The other form of *code* optimization is changes to the actual code before (during) compiling it.
for a := 1 to 100000 do begin b := a * x; writeln(b); end;
could become
b := x; for a := 1 to 100000 do begin writeln(b); b := b + 1; end;
The addition computes faster than the multiplication.
(In the example the slow "writeln" will eat most of the time / In real life this may gain some speed, but depends... If the cpu was able to do other work of the loop, while the multiplication was done, then the benefit may be small(er))
Such code exists for example when accessing array elements.
I don't know what FPC does on this sort of code.... It is possible that there is still some potential for fpc improvements.
Long ago, I did this by hand (among other stuff).
https://gitlab.com/freepascal.org/fpc/source/-/issues/10275There are rewritten code examples, that manually do such implementations. Of course read-ability of the code suffers a lot.
But that particular code gained IIRC approx 40% speed.

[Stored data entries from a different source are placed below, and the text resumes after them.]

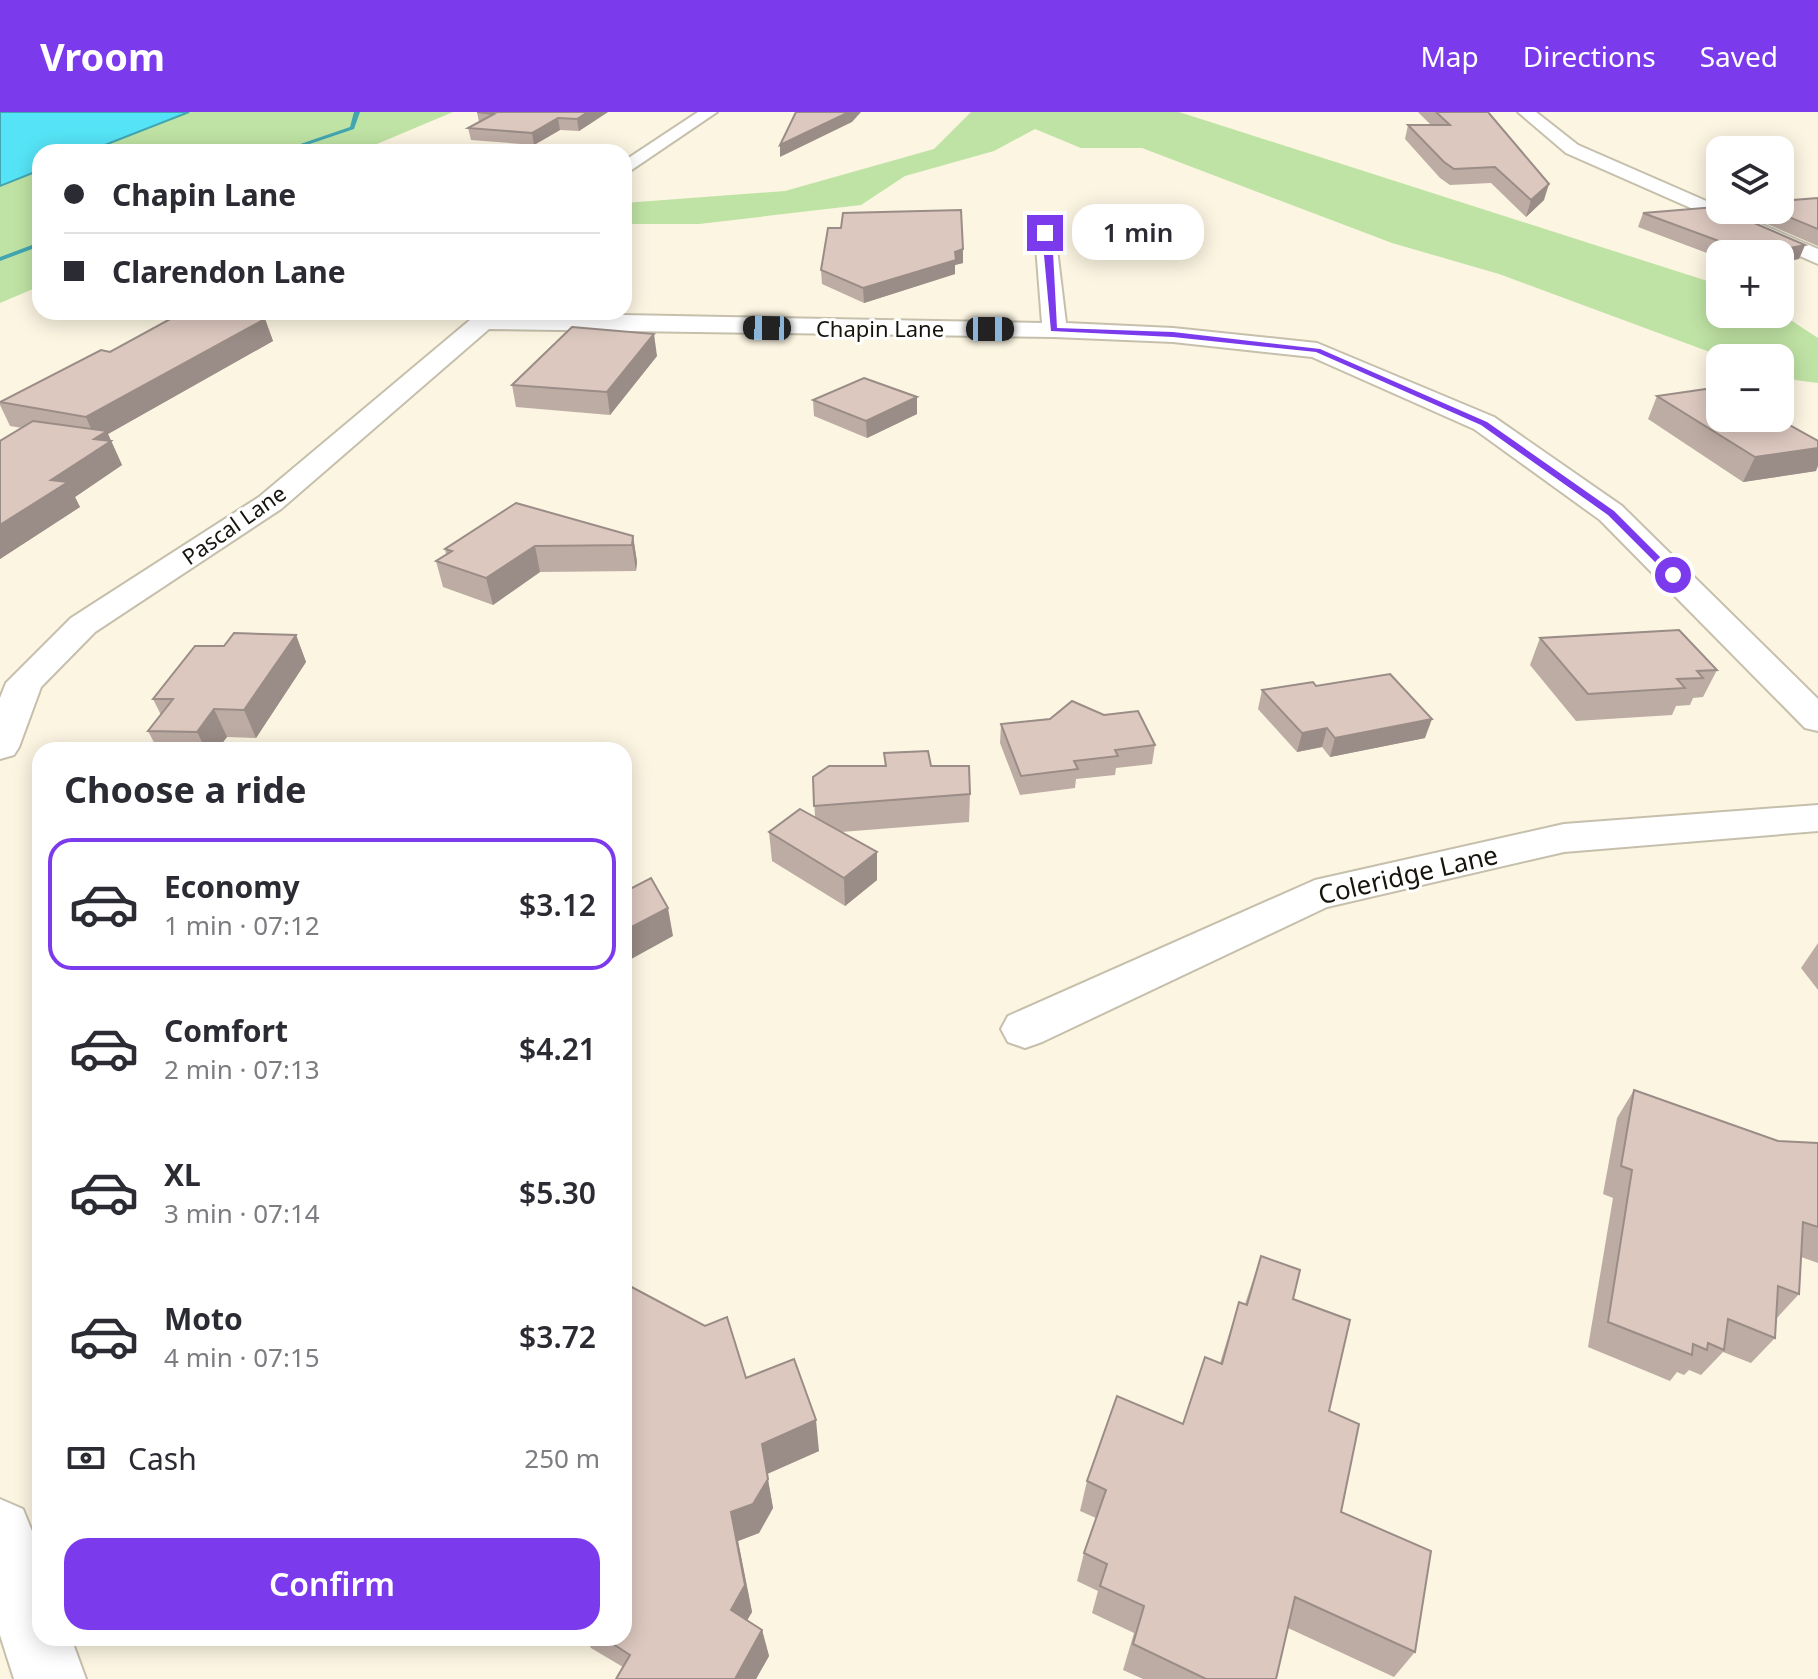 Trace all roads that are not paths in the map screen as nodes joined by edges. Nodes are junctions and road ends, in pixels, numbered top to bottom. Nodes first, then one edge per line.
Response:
1 (709, 112) edge
2 (1526, 112) edge
3 (632, 164) edge
4 (1045, 233) dead end
5 (1818, 257) edge
6 (478, 320) edge
7 (613, 320) edge
8 (1054, 330) junction
9 (1818, 720) edge
10 (0, 747) edge
11 (1818, 818) edge
12 (1025, 1029) dead end
13 (0, 1532) edge
14 (32, 1626) edge
15 (39, 1646) edge
16 (50, 1679) edge

1 - 3 street
2 - 5 street
4 - 8 street
6 - 10 street, Pascal Lane
7 - 8 street, Chapin Lane
8 - 9 street, Chapin Lane
11 - 12 street, Coleridge Lane
13 - 14 street
15 - 16 street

(Though that was a very old fpc version, and I tricked fpc into doing some register optimization, that it may nowadays do without tricks, yet some of those code changes may still make a difference on similar code when using a current fpc)
Then there is stuff the compiler generally wont do for you. The choice of algorithm. Using sorted data and do binary search, or even doing hash lookups => that can speed up an app by several orders of magnitude.
And yet then again, as I said: data in memory needs to be optimized too. Or the order in which it is accessed. And I don't know if any compiler will do much of that for you.
As an example google "optimizing matrix multiplication".
If you just do nested loops over the data, you get a lot of access to memory addresses far away from each other. That means you completely loose the benefit from holding data in the cpu cache. And any memory operations that can not be cached, is slow. For large data that can be truly significant.
Having said all that, there is room in fpc for more optimizations.
And maybe, or maybe not, there are a few things left that may gain you more than 2 or 3 percent (on very specific code).
But my experience is that today's fpc allows you to write very well performing code already.